4. It does not take a scout to tell you that Taijuan Walker is a very talented pitcher with the potential to one day develop into a major league ace. Just look at his last two starts, where he went eight strong innings versus the Yankees and Indians. Unfortunately, that lowered his ERA to 5.80 and his WHIP just under 1.5 on the season. Needless to say it has been a season of ups and mostly downs for Walker and his owners. For as much upside as he has, expect that rollercoaster ride to continue. Maybe this is a tipping point? Perhaps, but I’d rather try to convince another owner of that in a trade than believe it myself. At this point, you need to hold him for another few starts because of what he just did. Prior to his recent successes, though, he has struggled to go deep into games because of control problems, pitching more than six innings in just three of 11 starts. The strikeout rate and ultimate upside are very appealing, but the damage to your ERA and WHIP along the way could be too much to endure. Of course, in a dynasty league you need to hold tight and take your lumps. Re-drafters should be shopping the future ace after back-to-back impressive outings.

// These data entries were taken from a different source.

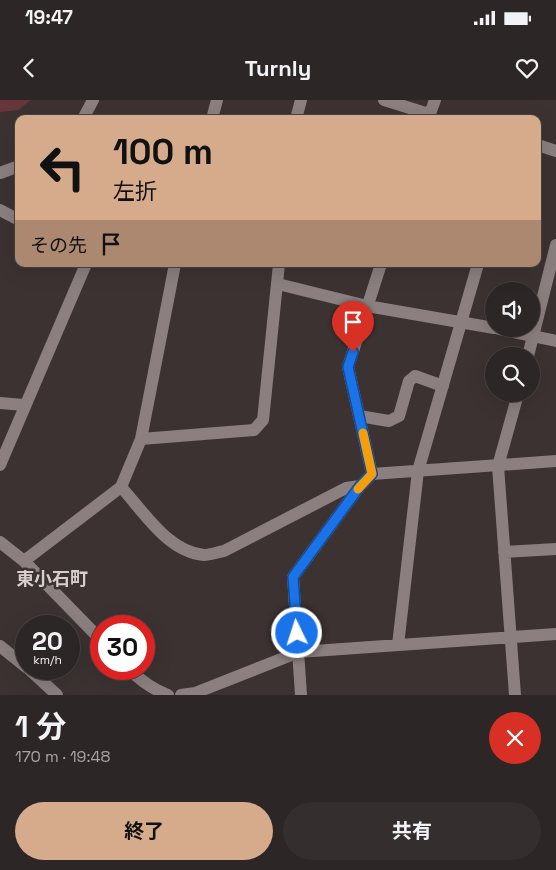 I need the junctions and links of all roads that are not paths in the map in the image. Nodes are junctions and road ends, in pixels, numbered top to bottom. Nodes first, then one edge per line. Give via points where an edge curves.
1 (93, 100) edge
2 (217, 100) edge
3 (301, 100) edge
4 (384, 100) edge
5 (434, 100) edge
6 (85, 115) edge
7 (213, 115) edge
8 (297, 115) edge
9 (426, 115) edge
10 (429, 115) edge
11 (541, 146) edge
12 (556, 151) edge
13 (15, 167) edge
14 (0, 173) edge
15 (0, 210) edge
16 (15, 218) edge
17 (556, 245) edge
18 (85, 267) edge
19 (174, 267) edge
20 (279, 267) edge
21 (380, 267) edge
22 (477, 267) edge
23 (278, 284) junction
24 (367, 306) junction
25 (540, 311) edge
26 (461, 321) junction
27 (485, 326) edge
28 (538, 337) edge
29 (556, 342) edge
30 (443, 386) junction
31 (516, 402) edge
32 (0, 403) edge
33 (24, 406) junction
34 (359, 416) junction
35 (141, 439) junction
36 (556, 462) edge
37 (0, 465) edge
38 (498, 466) junction
39 (418, 472) junction
40 (372, 474) junction
41 (360, 486) junction
42 (121, 487) junction
43 (0, 542) edge
44 (556, 549) edge
45 (504, 552) junction
46 (24, 561) junction
47 (90, 629) edge
48 (556, 634) edge
49 (510, 638) junction
50 (398, 645) junction
51 (0, 646) edge
52 (299, 652) junction
53 (15, 658) edge
54 (41, 680) edge
55 (140, 680) edge
56 (57, 695) edge
57 (168, 695) edge
58 (181, 695) edge
59 (301, 695) edge
60 (515, 695) edge

1 - 6 street
2 - 7 street
3 - 8 street
4 - 9 street
5 - 10 street
11 - 12 street
13 - 14 street
15 - 16 street
17 - 25 street
18 - 33 street
19 - 35 street
20 - 23 street
21 - 24 street
22 - 26 street
23 - 24 street
23 - 35 street via 263,420 254,430
24 - 26 street
24 - 34 street via 348,367
26 - 27 street
26 - 30 street
28 - 29 street
30 - 34 street via 415,376 409,381 399,416 389,421
30 - 39 street
31 - 38 street
32 - 33 street
33 - 37 street
34 - 40 street
35 - 42 street
36 - 38 street
38 - 39 street
38 - 45 street
39 - 40 street
39 - 50 street
40 - 41 street
41 - 42 street via 346,488 224,551 205,555 170,541
41 - 52 street via 293,577
42 - 46 street
43 - 46 street
44 - 45 street
45 - 49 street
46 - 47 street
48 - 49 street
49 - 50 street
49 - 60 street
50 - 52 street
51 - 53 street
52 - 58 street via 195,693
52 - 59 street
54 - 56 street
55 - 57 street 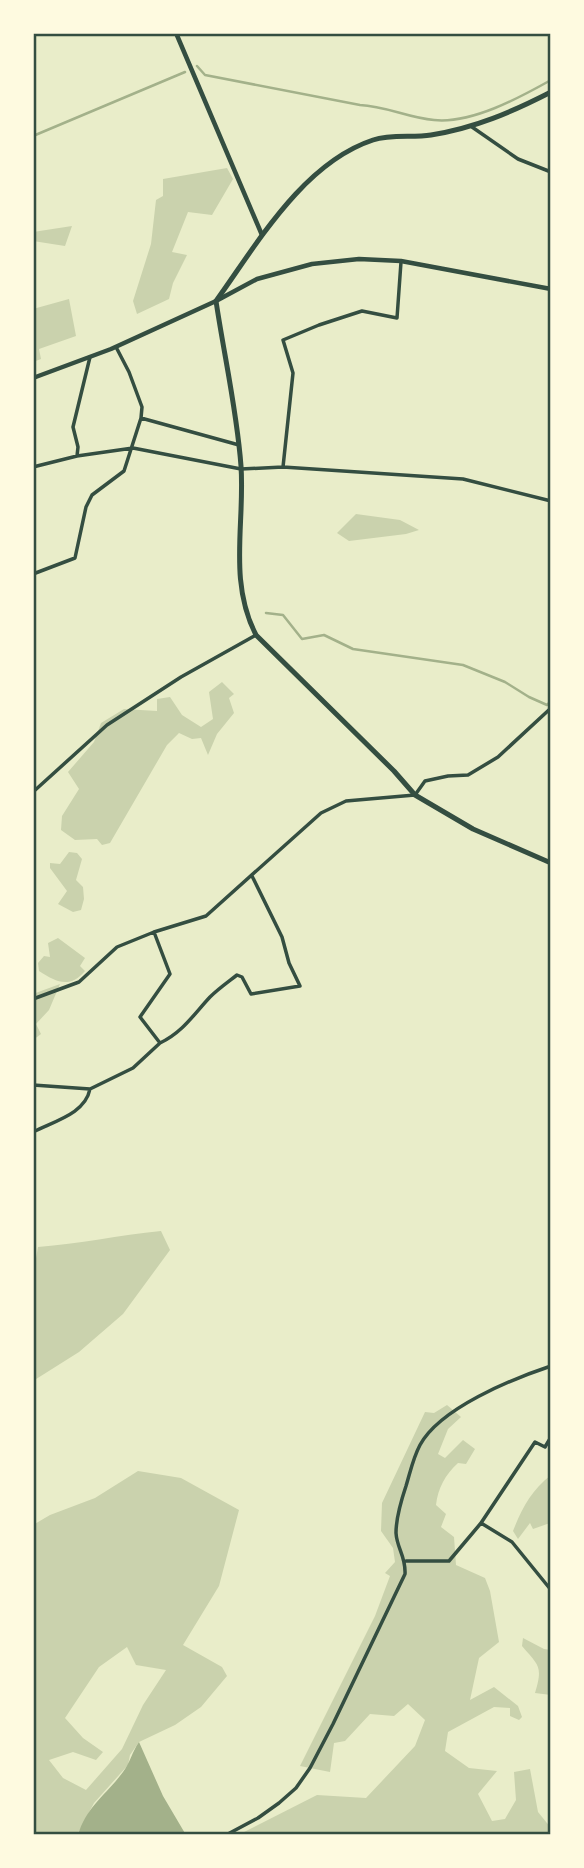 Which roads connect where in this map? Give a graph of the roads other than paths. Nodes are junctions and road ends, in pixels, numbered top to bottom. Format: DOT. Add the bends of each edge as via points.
graph roads {
  1 [pos="176,33"];
  2 [pos="551,92"];
  3 [pos="472,127"];
  4 [pos="551,172"];
  5 [pos="262,236"];
  6 [pos="401,261"];
  7 [pos="551,289"];
  8 [pos="216,301"];
  9 [pos="116,346"];
  10 [pos="90,357"];
  11 [pos="33,378"];
  12 [pos="141,418"];
  13 [pos="239,445"];
  14 [pos="133,448"];
  15 [pos="77,456"];
  16 [pos="33,467"];
  17 [pos="283,467"];
  18 [pos="241,469"];
  19 [pos="551,500"];
  20 [pos="33,573"];
  21 [pos="256,635"];
  22 [pos="551,708"];
  23 [pos="33,792"];
  24 [pos="415,795"];
  25 [pos="551,863"];
  26 [pos="253,876"];
  27 [pos="154,932"];
  28 [pos="33,999"];
  29 [pos="160,1043"];
  30 [pos="33,1085"];
  31 [pos="90,1089"];
  32 [pos="33,1132"];
  33 [pos="551,1366"];
  34 [pos="551,1437"];
  35 [pos="481,1523"];
  36 [pos="406,1561"];
  37 [pos="551,1590"];
  38 [pos="226,1835"];
  1 -- 5 [label="street"];
  2 -- 3 [label="main road"];
  3 -- 4 [label="street" via="518,159"];
  3 -- 5 [label="main road" via="374,140 339,156 306,182"];
  5 -- 8 [label="main road"];
  6 -- 7 [label="street"];
  6 -- 8 [label="street" via="312,264 257,279"];
  6 -- 17 [label="street" via="397,318 362,311 283,340 293,373"];
  8 -- 9 [label="street"];
  8 -- 13 [label="main road"];
  9 -- 10 [label="street"];
  9 -- 12 [label="street" via="142,407"];
  10 -- 11 [label="street"];
  10 -- 15 [label="street" via="73,427"];
  12 -- 13 [label="street"];
  12 -- 14 [label="street"];
  13 -- 18 [label="main road"];
  14 -- 15 [label="street"];
  14 -- 18 [label="street"];
  14 -- 20 [label="street" via="124,471 92,495 75,558"];
  15 -- 16 [label="street"];
  17 -- 18 [label="street"];
  17 -- 19 [label="street" via="463,479"];
  18 -- 21 [label="main road" via="239,575 246,616"];
  21 -- 23 [label="street" via="107,725"];
  21 -- 24 [label="main road"];
  22 -- 24 [label="street" via="498,757 468,775 425,781"];
  24 -- 25 [label="main road" via="473,829"];
  24 -- 26 [label="street" via="346,802 321,813"];
  26 -- 27 [label="street" via="206,916"];
  26 -- 29 [label="street" via="300,986 251,994 237,975 173,1037"];
  27 -- 28 [label="street" via="117,947 79,982"];
  27 -- 29 [label="street" via="170,974 140,1017"];
  29 -- 31 [label="street" via="133,1068"];
  30 -- 31 [label="street"];
  31 -- 32 [label="street" via="83,1107"];
  33 -- 36 [label="street" via="500,1385 454,1412 420,1445 402,1498 396,1536"];
  34 -- 35 [label="street" via="545,1447 535,1442"];
  35 -- 36 [label="street" via="449,1561"];
  35 -- 37 [label="street" via="512,1542"];
  36 -- 38 [label="street" via="405,1574 310,1768 279,1803"];
}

5. Joe Mauer was once on the top of the Fantasy mountain, as a catcher that could lead the league in batting average while scoring and knocking in 80-plus runs a season. With all he brought to the table, you can certainly live with the modest power (outside of 2009 of course). Today, he is little more than a name. Mauer is still a quality hitter, but offers little in the way of power along with pedestrian run and RBI totals. With the loss of catcher eligibility, a first baseman that hit just four HRs in 455 ABs last year is not going to cut it for your team. Mauer is not doing anything right now that warrants he be dropped immediately, but he is not exactly doing anything to earn his roster spot either. He is a decent bench option at best, but not someone you should think twice about cutting if you need the space.